Update: if you found this article helpful, you might also be interested in the March 19th article in MedPageToday, “Social Determinants of Health an ‘Urgent Issue’.”
It seems you can’t read a story about healthcare these days without references to social determinants of health. To pick a recent example, healthcare technology company, Change Healthcare, made a bit of a social media splash recently when it reported findings from its eighth annual survey of payers, with a smattering of providers, consultants, and other healthcare ecosystem partners in the survey pool.
The headline that grabbed attention? “80% of Payers Aim to Address Social Determinants of Health.” At one level, this shouldn’t be news; the connections between individual behaviors and health status have been understood for decades. What has evolved over more recent years, however, is our understanding of the substantial influence that factors outside of healthcare have on our length and quality of life.
My former colleagues at the University of Wisconsin Population Health Institute, in a long-standing collaboration with the Robert Wood Johnson Foundation, have distilled this science into an accessible visual that illustrates the point:
United Healthcare, Gundersen Health System, and Housing
Since 2011, United Healthcare has invested $350 million in affordable housing projects in 14 states, according to the Milwaukee Business Journal. That includes more than $30 million in investments in housing in Milwaukee and Madison.
Why? Because United Healthcare is a major player in Medicaid managed care, and homelessness and living in substandard housing are well-known contributors to poor health and higher healthcare costs. By investing in housing, United Healthcare is banking on improved health, reduced healthcare utilization, and improved profitability. United Healthcare’s strategy demonstrates clearly the impact that social determinants of health can have.
At a recent briefing on Housing and Health at the Wisconsin State Capitol, United Healthcare leaders shared data demonstrating that people living in supportive housing (housing combined with case management and access to other needed social services) saw a 46% reduction in emergency department usage, and a 51% reduction in both ambulance trips and hospital bed days, in just one year.

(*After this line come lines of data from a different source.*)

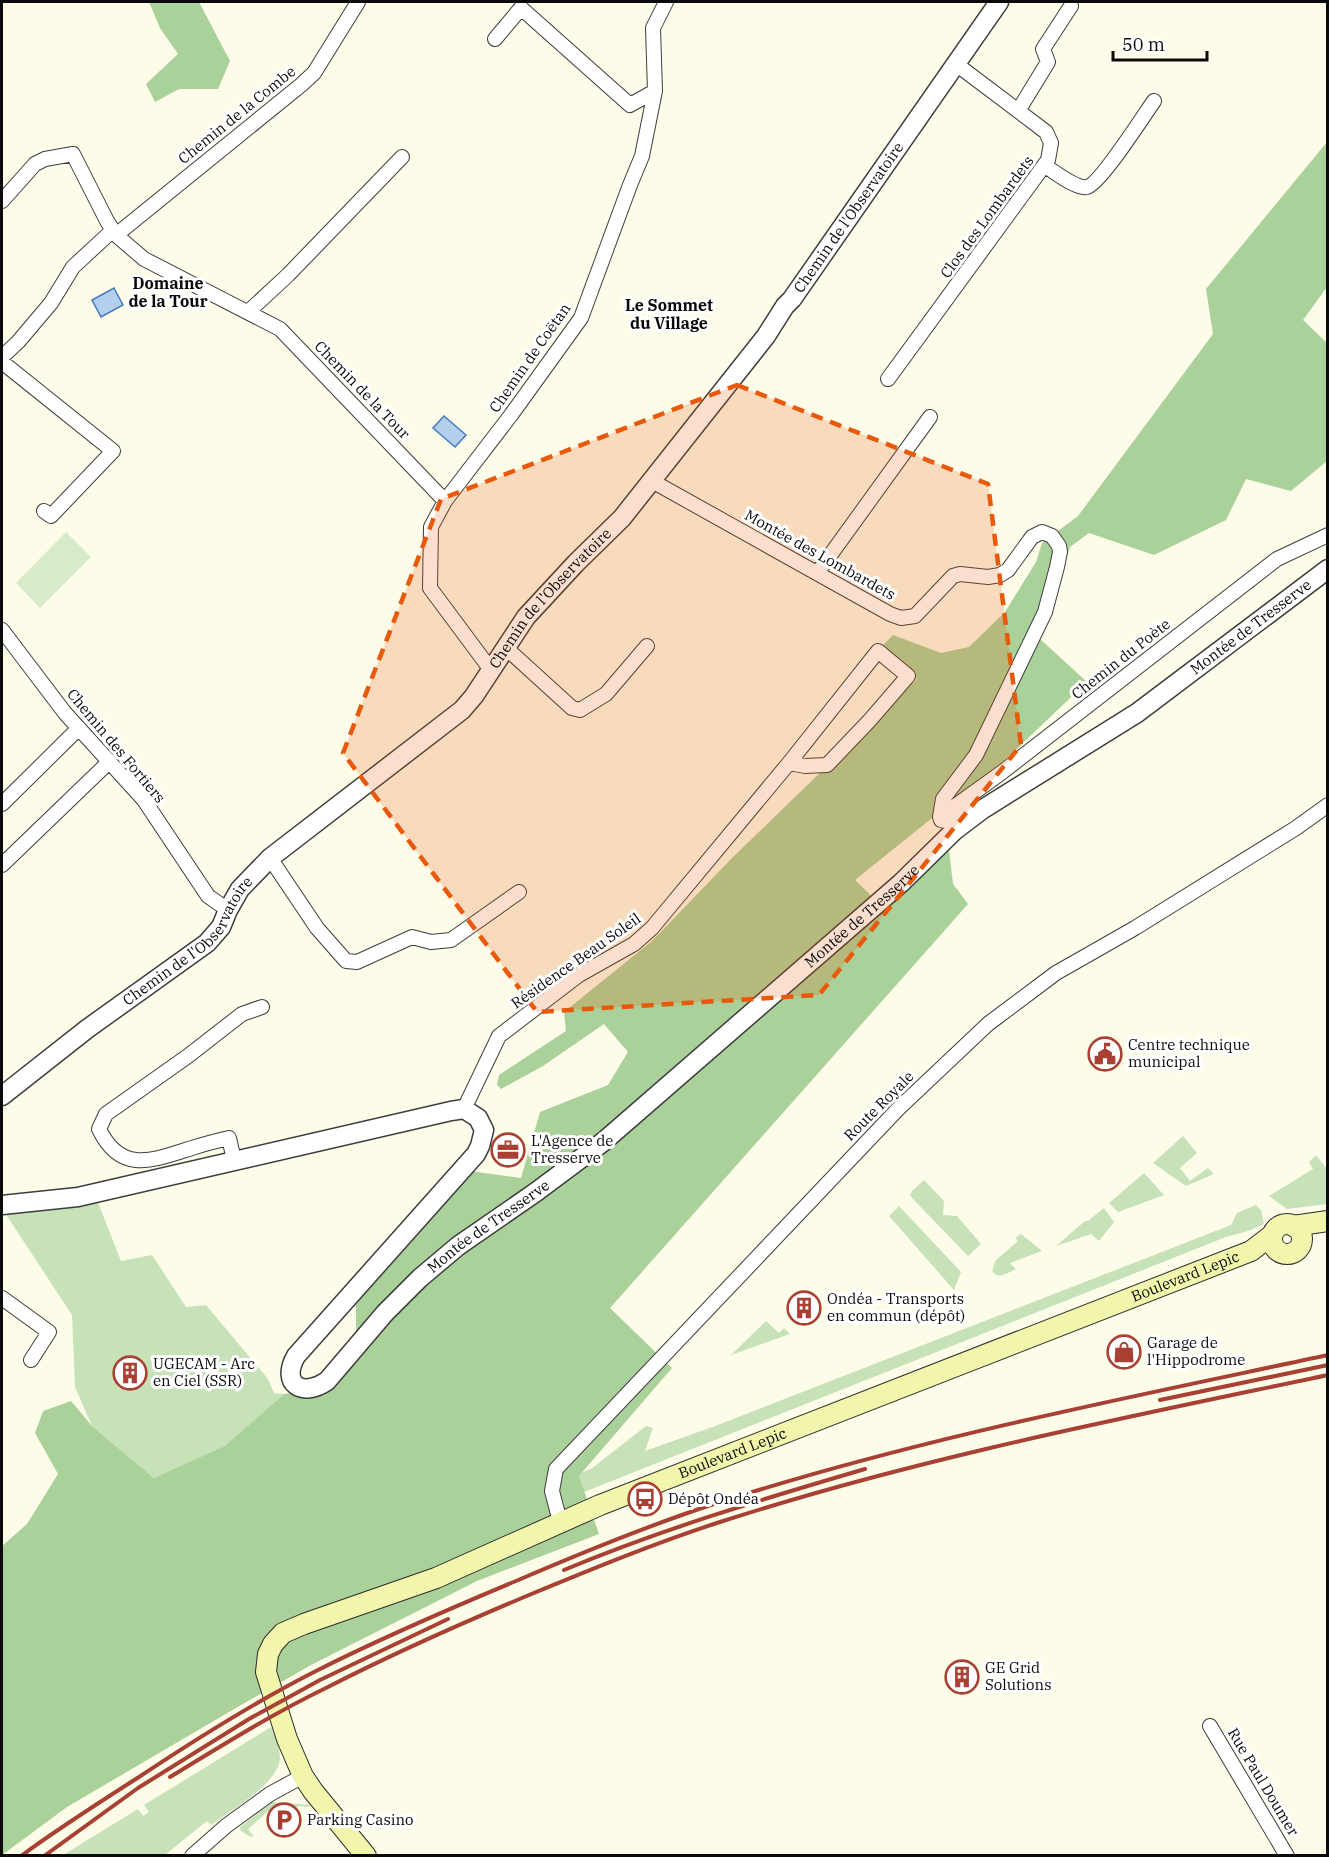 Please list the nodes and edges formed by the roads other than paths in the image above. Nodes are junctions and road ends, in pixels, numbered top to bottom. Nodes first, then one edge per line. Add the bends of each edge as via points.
1 (358, 2) edge
2 (666, 2) edge
3 (999, 2) edge
4 (1071, 6) dead end
5 (495, 39) dead end
6 (956, 64) junction
7 (655, 91) junction
8 (1154, 101) dead end
9 (1018, 111) junction
10 (402, 158) dead end
11 (1045, 166) junction
12 (2, 201) edge
13 (114, 233) junction
14 (248, 312) junction
15 (2, 357) edge
16 (2, 362) edge
17 (888, 379) dead end
18 (930, 417) dead end
19 (652, 481) junction
20 (445, 501) junction
21 (44, 511) dead end
22 (1328, 535) edge
23 (1328, 569) edge
24 (818, 572) junction
25 (2, 630) edge
26 (647, 646) dead end
27 (506, 648) junction
28 (491, 670) junction
29 (79, 729) junction
30 (110, 761) junction
31 (789, 763) junction
32 (1038, 774) junction
33 (2, 804) edge
34 (1328, 805) edge
35 (940, 817) junction
36 (270, 858) junction
37 (2, 865) edge
38 (519, 892) dead end
39 (228, 910) junction
40 (262, 1006) dead end
41 (2, 1096) edge
42 (464, 1109) junction
43 (234, 1160) junction
44 (2, 1205) edge
45 (1326, 1221) edge
46 (2, 1298) edge
47 (31, 1360) dead end
48 (560, 1522) junction
49 (1209, 1726) dead end
50 (303, 1776) junction
51 (192, 1856) edge
52 (366, 1856) edge
53 (1287, 1856) edge

1 - 13 street, Chemin de la Combe via 314,73
2 - 7 street, Chemin de Coëtan via 653,28
3 - 6 street, Chemin de l'Observatoire
4 - 9 street via 1043,49 1048,62
5 - 7 street via 521,8 630,105
6 - 9 street, Clos des Lombardets
6 - 19 street, Chemin de l'Observatoire via 766,336
7 - 20 street, Chemin de Coëtan via 642,156 581,318
8 - 11 street via 1104,172 1087,187 1074,184
9 - 11 street, Clos des Lombardets via 1050,138
10 - 14 street
11 - 17 street, Clos des Lombardets
12 - 13 street, Chemin de la Tour via 35,164 73,154
13 - 14 street, Chemin de la Tour via 144,259
13 - 15 street, Chemin de la Combe via 72,267 51,303
14 - 20 street, Chemin de la Tour via 280,329
16 - 21 street via 112,451 51,516
18 - 24 street
19 - 24 street, Montée des Lombardets
19 - 27 street, Chemin de l'Observatoire via 622,518 526,617
20 - 28 street, Chemin de Coëtan via 431,527 430,588
22 - 35 street, Chemin du Poète via 1277,559
23 - 32 street, Montée de Tresserve via 1137,713
24 - 35 street, Montée des Lombardets via 901,618 915,616 953,576 1000,575 1036,534 1047,533 1059,546 1045,612 976,755 943,799
25 - 29 street, Chemin des Fortiers
26 - 27 street via 606,694 580,710 572,708
27 - 28 street, Chemin de l'Observatoire
28 - 36 street, Chemin de l'Observatoire via 462,710
29 - 30 street, Chemin des Fortiers
29 - 33 street
30 - 37 street
30 - 39 street, Chemin des Fortiers via 144,800 208,896
31 - 31 street, Résidence Beau Soleil via 878,651 908,676 827,765
31 - 42 street, Résidence Beau Soleil via 652,928 634,944 579,975 499,1036
32 - 35 street via 1033,768 953,820 946,822
32 - 42 street, Montée de Tresserve via 954,831 901,884 603,1142 458,1246 420,1278 327,1381 312,1389 301,1388 291,1378 296,1356 470,1162 480,1146 482,1124
34 - 48 street, Route Royale via 1135,928 1056,973 987,1024 943,1065 556,1468 552,1491
36 - 38 street via 317,928 346,961 357,962 412,937 431,942 451,940
36 - 39 street, Chemin de l'Observatoire via 240,889
39 - 41 street, Chemin de l'Observatoire via 221,927 207,943
40 - 43 street via 242,1014 106,1114 99,1129 104,1140 132,1160 148,1161 229,1138
42 - 43 street
43 - 44 street via 78,1197
45 - 48 main road, Boulevard Lepic via 1297,1235 1287,1224 1280,1226 1276,1243
46 - 47 street via 49,1332
48 - 50 main road, Boulevard Lepic via 436,1578 282,1633 270,1649 266,1672
49 - 53 street, Rue Paul Doumer
50 - 51 street via 270,1794
50 - 52 main road, Boulevard Lepic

United Healthcare’s commitment is also an example of the shared value strategy of investing in community conditions that make United Healthcare’s underlying business – health insurance, especially Medicaid managed care – more profitable. Businesses need many partners, and often engagement with government, to drive meaningful impacts on community conditions, and United Healthcare has tapped public and private sector partners to advance its work.
At this same briefing, Sandy Brekke with Gundersen Health System discussed Gundersen’s work in collaboration with many partners through the La Crosse Collaborative to End Homelessness, in La Crosse by focusing first on homeless veterans, then other chronically homeless adults, and most recently families with children. Brekke highlighted the dollars and cents reasons that a health system might choose to invest in upstream, preventive strategies like housing. According to an analysis produced by the Economic Roundtable in 2012, the annual cost of a homeless person to many public and private sector systems – healthcare, human services, criminal justice – is nearly $64,000 annually, while the annual system costs for a person in permanent housing with supportive services is just under $17,000. So, $1 invested in supportive housing can avoid nearly $3 in health, human services, and law enforcement expenditures. More evidence that housing and health are directly linked, and that prevention pays.

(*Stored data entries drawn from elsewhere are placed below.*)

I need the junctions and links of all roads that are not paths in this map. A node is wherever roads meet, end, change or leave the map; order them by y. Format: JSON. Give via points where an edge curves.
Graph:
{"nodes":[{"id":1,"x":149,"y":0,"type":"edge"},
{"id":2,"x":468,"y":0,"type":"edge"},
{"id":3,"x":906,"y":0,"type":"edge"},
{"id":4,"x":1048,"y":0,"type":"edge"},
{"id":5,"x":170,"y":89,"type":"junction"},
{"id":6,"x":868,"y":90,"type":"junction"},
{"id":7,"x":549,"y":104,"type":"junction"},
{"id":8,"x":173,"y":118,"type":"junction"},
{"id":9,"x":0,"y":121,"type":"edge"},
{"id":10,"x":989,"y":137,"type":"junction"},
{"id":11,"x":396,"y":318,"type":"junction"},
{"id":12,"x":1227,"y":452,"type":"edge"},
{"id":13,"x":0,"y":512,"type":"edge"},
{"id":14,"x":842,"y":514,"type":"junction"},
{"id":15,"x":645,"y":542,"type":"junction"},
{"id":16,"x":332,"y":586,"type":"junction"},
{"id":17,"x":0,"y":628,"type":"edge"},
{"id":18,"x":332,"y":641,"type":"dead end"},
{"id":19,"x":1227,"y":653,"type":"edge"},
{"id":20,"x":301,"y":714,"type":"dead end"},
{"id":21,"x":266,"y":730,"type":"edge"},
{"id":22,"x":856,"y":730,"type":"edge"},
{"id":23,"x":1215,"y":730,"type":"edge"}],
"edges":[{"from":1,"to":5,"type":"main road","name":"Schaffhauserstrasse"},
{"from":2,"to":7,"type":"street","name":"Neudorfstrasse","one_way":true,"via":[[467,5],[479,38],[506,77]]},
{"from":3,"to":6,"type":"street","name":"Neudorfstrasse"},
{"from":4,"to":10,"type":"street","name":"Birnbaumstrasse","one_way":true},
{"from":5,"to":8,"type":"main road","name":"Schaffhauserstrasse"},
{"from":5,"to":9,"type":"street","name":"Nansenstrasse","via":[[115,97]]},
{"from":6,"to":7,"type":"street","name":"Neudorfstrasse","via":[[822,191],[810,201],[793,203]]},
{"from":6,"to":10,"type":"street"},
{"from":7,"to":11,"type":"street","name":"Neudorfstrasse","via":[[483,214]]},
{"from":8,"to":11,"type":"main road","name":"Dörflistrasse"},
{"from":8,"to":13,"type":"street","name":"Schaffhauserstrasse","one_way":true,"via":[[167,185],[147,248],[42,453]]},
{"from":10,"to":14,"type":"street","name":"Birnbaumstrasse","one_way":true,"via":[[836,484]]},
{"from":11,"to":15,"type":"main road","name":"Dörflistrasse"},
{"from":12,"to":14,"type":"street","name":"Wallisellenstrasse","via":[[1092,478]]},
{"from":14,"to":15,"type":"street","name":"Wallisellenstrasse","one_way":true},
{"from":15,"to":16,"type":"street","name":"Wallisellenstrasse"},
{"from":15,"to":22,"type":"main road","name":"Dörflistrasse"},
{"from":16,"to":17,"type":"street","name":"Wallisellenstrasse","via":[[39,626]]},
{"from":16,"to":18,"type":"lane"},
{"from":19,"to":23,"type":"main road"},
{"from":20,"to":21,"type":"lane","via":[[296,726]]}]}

Humana and Bold Goal Communities
For its part, another national health insurer, Humana, is continuing to expand its Bold Goal initiatives in metropolitan areas around the U.S. With an enhanced focus on non-medical health determinants including food insecurity and social isolation, Humana is building cross-sector coalitions in each of these communities and focusing attention on a reliable but hard-to-influence measure of health: how people say they feel.

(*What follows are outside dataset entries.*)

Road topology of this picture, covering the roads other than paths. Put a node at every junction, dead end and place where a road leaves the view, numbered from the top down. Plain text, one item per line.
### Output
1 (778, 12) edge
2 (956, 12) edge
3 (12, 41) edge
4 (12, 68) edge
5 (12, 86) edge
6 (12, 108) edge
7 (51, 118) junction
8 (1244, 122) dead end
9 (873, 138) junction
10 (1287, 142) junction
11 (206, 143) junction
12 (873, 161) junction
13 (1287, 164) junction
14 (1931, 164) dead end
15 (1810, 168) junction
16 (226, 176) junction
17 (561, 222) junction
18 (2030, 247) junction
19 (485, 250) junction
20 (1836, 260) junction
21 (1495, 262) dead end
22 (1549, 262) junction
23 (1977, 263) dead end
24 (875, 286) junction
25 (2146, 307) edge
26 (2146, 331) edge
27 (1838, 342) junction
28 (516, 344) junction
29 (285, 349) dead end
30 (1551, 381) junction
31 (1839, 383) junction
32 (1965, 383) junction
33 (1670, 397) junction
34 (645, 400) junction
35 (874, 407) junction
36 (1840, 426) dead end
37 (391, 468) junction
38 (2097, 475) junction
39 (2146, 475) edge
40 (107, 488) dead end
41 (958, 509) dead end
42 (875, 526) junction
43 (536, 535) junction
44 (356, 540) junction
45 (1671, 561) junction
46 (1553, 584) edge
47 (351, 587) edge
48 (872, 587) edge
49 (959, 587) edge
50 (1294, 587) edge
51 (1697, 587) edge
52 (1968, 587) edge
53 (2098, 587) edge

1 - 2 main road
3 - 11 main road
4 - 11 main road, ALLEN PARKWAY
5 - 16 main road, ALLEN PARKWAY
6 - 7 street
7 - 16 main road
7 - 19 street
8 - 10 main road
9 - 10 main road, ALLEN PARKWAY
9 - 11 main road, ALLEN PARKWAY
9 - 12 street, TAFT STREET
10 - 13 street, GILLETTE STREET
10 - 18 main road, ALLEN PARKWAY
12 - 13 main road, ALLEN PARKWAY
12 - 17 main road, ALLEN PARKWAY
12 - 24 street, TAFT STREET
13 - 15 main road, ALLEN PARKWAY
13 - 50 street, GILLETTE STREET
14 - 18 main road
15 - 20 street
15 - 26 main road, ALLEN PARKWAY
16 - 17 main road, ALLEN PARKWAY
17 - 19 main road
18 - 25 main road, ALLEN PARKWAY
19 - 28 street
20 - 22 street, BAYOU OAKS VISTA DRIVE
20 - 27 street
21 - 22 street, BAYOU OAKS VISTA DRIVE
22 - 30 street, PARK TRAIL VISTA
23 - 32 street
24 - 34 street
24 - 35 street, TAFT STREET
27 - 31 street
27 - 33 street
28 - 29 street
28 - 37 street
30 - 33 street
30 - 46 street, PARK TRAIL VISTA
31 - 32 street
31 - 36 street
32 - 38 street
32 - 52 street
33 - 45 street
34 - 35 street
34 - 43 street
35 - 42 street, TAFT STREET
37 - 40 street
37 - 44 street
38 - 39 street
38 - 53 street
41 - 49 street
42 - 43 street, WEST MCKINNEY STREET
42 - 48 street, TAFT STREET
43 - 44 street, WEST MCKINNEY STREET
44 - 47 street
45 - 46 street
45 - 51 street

Humana’s goal is to drive a 20% increase, by 2020, in the number of physically and mentally “healthy days” its health plan members and employees report experiencing. Specifically, Humana tracks community members’ responses to the following two questions, which have been asked by the CDC since 1993:
- Thinking about your physical health, which includes physical illness and injury, for how many days during the past 30 days was your physical health not good?
- Thinking about your mental health, which includes stress, depression and problems with emotions, for how many days during the past 30 days was your mental health not good?
Humana has found that these indicators have improved, and clinical outcomes for Humana Medicare members have also improved, in four of the seven original Bold Goal Communities.
What is good about this work beyond these results, however, is that it represents a shared value strategy that has Humana investing not only in communities where its health plan members live, but also in its own workforce. Humana’s employees’ healthy days are up 18% over the first five years of this effort. Not only that, Humana also saw improvements in employee engagement and retention scores, results that Humana attributes in part to employees’ alignment around the sense of company purpose expressed in the Be Bold initiatives.
So here’s what we know:
- Investing in the other drivers of health, beyond healthcare services, yields real improvements in quality and length of life and real returns to the bottom line.
- Making this work sustainable and effective requires leadership, patience, and partnerships with public and private sector organizations.
- Connecting employees to your company’s positive societal impact is good for business. That’s shared value in a nutshell.